Anatomy of a Sensory Garden
by Margie
A Sensory Garden, as its name suggests, is a place designed for all of the senses. All too often, external spaces are designed with only the visual outcome considered which amounts to 20% of our capacity to appreciate the final result.
The ideal Sensory Garden is made up of stimuli that allow us to not only see something beautiful, but to feel something textural, smell something aromatic, taste something great and hear something melodic or soothing. The Sensory Garden becomes more than just a visual experience, it becomes an interactive and engaging experience that encourages our affiliation with nature in the built environment, a key feature of Biophilic Design.
Textural plant, Lamb's Tongue; taste plants, mixed herbs; and an aromatic & beautiful plant, Gardenia.
I have designed a Sensory Garden for Eurobodalla Education and Therapy Services in their new Muddy Puddles facility, which is currently under construction in Batemans Bay. This garden will embody those multi-stimuli characteristics for Muddy Puddles to engage younger children and those with developmental disabilities.
The Sensory Garden will be fully accessible and will provide the opportunity for learning about aspects of the natural world, outdoors in an interactive and fun way. In resolving the design of this space, the needs of users were carefully considered, in conjunction with sustainable and safe materials. Native endemic plant species have been specified in the broader landscape treatment of the site and chemical free Cypress Pine sleepers are to be used as an alternative to treated pine.

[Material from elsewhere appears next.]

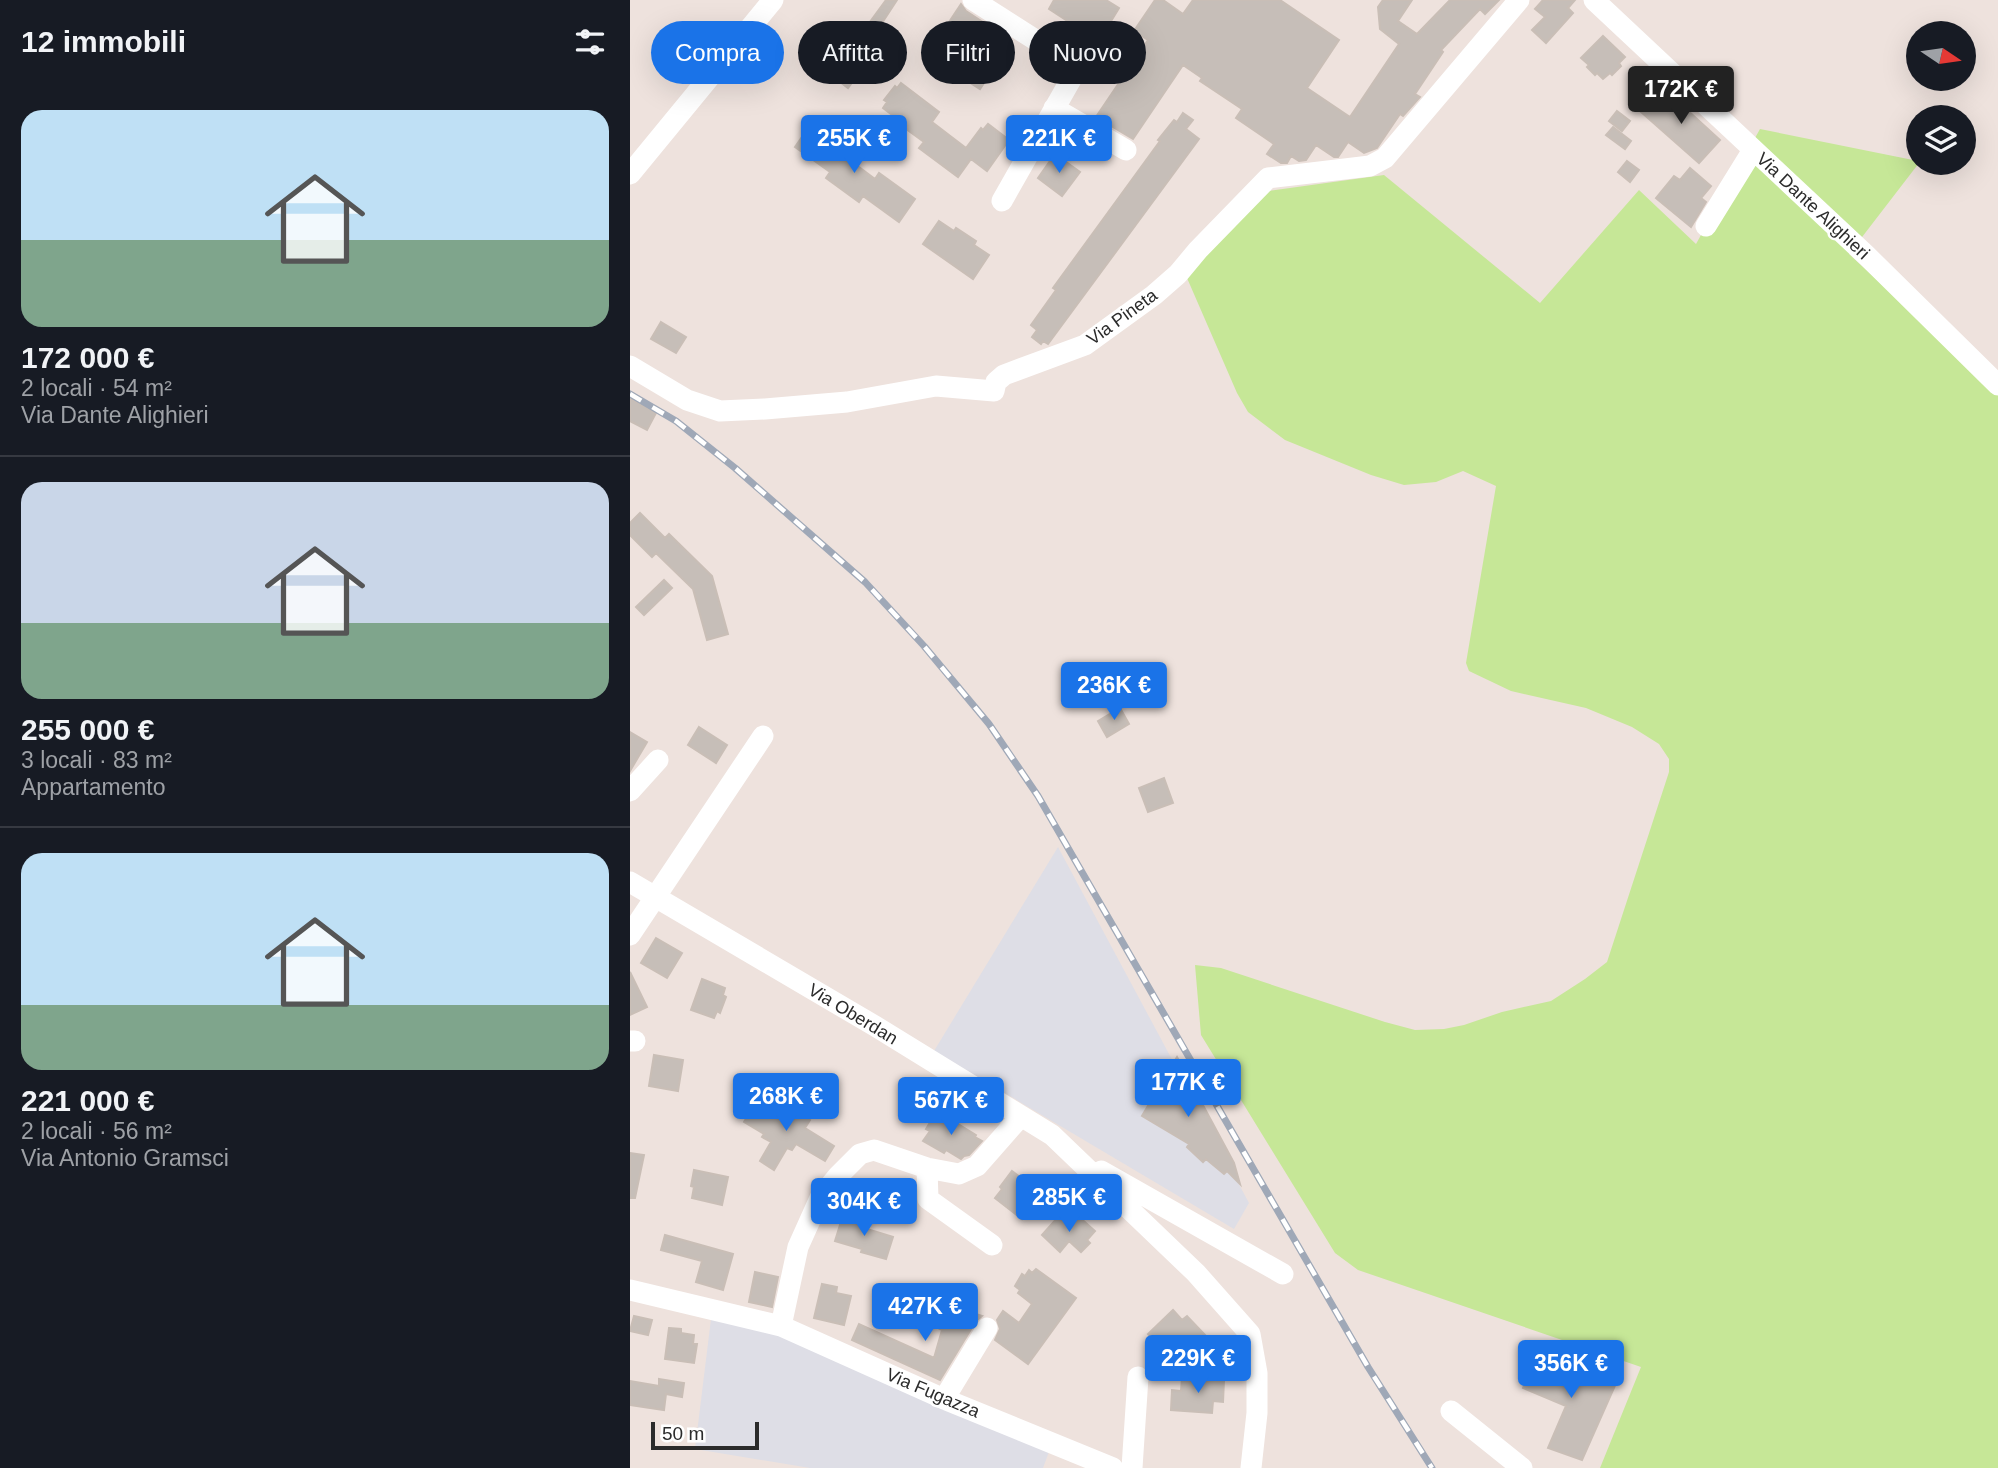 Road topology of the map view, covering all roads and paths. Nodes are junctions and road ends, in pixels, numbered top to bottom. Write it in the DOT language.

Just as you have to make sure that the sleepers you use when building veggie beds haven’t been treated with chemicals, stains or preservatives that can leach into the soil and contaminate the veggies, you have to make sure that the materials around kindergartens and playgrounds are non-toxic and won’t pose a threat to the children.
Edmiston Jones’ vision for Landscape Architecture, to improving the quality of people’s lives through the thoughtful design of sustainable, reflective landscape spaces, is achieved in this project while creating a great outcome for very special people in our community.